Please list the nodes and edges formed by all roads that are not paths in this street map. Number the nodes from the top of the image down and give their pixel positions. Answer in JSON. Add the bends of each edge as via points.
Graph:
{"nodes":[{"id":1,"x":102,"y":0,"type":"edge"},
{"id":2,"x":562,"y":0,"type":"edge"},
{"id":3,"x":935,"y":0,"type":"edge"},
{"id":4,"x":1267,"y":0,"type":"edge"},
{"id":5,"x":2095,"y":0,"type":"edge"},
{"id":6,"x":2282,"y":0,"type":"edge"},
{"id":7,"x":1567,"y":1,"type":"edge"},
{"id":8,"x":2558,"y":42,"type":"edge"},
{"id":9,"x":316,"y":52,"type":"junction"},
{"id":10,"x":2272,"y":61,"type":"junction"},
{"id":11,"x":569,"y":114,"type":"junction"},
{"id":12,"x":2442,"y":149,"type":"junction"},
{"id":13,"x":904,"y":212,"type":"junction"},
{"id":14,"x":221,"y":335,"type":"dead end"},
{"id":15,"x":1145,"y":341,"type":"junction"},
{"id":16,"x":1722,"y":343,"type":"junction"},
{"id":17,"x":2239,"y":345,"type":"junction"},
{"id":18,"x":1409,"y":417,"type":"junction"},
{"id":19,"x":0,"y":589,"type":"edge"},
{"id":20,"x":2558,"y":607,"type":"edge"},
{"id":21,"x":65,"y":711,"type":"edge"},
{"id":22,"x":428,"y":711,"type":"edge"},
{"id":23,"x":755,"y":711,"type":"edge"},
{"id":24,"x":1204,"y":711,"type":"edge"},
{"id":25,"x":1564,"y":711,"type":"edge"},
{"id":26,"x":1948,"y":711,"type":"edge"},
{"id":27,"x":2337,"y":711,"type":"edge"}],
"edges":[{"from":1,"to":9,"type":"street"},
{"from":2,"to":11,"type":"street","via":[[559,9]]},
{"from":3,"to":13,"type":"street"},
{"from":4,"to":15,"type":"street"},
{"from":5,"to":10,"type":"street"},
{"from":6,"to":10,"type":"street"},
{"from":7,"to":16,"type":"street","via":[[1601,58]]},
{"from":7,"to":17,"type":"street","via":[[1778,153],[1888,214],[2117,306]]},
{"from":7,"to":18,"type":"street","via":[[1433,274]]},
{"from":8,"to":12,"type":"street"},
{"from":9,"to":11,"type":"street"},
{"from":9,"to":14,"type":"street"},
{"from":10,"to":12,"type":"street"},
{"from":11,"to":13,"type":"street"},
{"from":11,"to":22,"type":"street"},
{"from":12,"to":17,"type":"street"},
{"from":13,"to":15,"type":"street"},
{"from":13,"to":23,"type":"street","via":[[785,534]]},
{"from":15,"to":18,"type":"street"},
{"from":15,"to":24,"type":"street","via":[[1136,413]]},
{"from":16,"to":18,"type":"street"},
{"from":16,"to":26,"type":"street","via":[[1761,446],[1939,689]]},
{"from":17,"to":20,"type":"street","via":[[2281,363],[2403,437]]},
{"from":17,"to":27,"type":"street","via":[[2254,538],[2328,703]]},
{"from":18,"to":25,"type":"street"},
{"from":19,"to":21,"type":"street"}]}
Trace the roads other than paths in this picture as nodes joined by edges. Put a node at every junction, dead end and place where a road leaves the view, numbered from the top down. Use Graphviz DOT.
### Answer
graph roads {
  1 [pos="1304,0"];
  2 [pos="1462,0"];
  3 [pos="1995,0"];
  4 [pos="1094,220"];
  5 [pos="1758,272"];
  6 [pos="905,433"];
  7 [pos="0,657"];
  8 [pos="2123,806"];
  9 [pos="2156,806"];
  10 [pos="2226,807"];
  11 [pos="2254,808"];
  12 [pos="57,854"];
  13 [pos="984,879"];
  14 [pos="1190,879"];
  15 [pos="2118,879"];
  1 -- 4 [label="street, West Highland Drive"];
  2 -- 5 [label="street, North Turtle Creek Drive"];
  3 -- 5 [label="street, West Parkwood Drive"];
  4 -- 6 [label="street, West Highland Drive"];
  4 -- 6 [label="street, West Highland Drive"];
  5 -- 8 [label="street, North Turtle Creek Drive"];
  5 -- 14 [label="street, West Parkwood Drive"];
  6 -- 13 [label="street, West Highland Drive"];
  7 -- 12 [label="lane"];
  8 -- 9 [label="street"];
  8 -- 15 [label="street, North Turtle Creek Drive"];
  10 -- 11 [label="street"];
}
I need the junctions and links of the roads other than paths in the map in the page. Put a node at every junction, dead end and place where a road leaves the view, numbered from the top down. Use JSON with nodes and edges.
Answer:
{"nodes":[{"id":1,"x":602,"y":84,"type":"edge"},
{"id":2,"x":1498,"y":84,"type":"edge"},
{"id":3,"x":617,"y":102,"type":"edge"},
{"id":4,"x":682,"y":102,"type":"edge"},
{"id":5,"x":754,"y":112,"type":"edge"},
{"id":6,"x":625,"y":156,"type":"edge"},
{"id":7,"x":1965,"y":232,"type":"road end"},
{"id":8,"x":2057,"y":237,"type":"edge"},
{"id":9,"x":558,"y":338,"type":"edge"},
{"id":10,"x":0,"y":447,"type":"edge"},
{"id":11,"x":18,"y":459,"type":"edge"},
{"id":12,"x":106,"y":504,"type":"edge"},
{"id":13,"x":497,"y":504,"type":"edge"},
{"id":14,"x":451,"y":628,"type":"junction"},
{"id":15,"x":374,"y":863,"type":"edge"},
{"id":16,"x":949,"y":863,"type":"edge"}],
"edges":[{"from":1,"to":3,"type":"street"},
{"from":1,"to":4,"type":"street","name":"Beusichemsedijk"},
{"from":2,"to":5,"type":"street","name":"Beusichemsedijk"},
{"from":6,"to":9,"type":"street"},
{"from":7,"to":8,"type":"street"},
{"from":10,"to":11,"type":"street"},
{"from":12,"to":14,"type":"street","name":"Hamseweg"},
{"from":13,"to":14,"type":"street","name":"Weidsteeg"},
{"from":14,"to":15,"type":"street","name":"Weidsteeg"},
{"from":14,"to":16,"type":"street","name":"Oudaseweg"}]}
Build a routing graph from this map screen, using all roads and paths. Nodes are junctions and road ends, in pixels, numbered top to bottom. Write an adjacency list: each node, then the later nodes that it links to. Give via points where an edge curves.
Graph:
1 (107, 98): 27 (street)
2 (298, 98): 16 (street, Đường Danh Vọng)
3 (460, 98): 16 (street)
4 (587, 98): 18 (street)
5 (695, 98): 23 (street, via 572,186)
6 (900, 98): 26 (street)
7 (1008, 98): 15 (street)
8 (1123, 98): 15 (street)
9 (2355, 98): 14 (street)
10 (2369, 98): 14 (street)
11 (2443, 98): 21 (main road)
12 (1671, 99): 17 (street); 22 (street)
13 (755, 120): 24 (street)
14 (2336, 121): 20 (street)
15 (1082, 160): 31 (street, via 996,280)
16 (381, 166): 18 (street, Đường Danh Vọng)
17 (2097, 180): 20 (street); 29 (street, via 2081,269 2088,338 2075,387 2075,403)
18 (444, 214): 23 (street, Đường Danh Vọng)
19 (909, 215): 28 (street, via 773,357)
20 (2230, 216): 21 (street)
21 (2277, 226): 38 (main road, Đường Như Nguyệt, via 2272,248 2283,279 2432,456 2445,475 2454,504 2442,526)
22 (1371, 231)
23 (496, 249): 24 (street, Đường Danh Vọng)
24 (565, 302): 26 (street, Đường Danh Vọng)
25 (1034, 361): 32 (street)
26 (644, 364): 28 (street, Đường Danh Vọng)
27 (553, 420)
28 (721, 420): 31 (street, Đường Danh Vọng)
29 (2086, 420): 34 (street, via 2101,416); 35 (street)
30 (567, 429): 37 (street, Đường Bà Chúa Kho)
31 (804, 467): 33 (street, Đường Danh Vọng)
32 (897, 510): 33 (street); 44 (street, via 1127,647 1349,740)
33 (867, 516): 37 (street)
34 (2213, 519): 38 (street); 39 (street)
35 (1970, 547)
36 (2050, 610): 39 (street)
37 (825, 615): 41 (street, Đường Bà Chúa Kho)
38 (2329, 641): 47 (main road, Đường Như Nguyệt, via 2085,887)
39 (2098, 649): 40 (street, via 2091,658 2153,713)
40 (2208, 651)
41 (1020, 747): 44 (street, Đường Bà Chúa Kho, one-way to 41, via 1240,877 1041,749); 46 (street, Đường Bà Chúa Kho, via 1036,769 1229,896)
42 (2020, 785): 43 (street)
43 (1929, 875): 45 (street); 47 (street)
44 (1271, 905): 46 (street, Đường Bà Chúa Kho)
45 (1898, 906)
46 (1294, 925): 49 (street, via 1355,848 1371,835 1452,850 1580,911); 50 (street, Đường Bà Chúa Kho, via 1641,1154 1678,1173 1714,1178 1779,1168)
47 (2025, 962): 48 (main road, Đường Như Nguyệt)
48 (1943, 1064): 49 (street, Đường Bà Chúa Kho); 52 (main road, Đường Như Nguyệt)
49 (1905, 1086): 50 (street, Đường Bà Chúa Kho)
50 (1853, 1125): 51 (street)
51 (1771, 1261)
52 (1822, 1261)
· · · · ·
Aim of the task
Please give the number of lines in the entries above that hold "Vọng", with no other text.

Exercise answer
8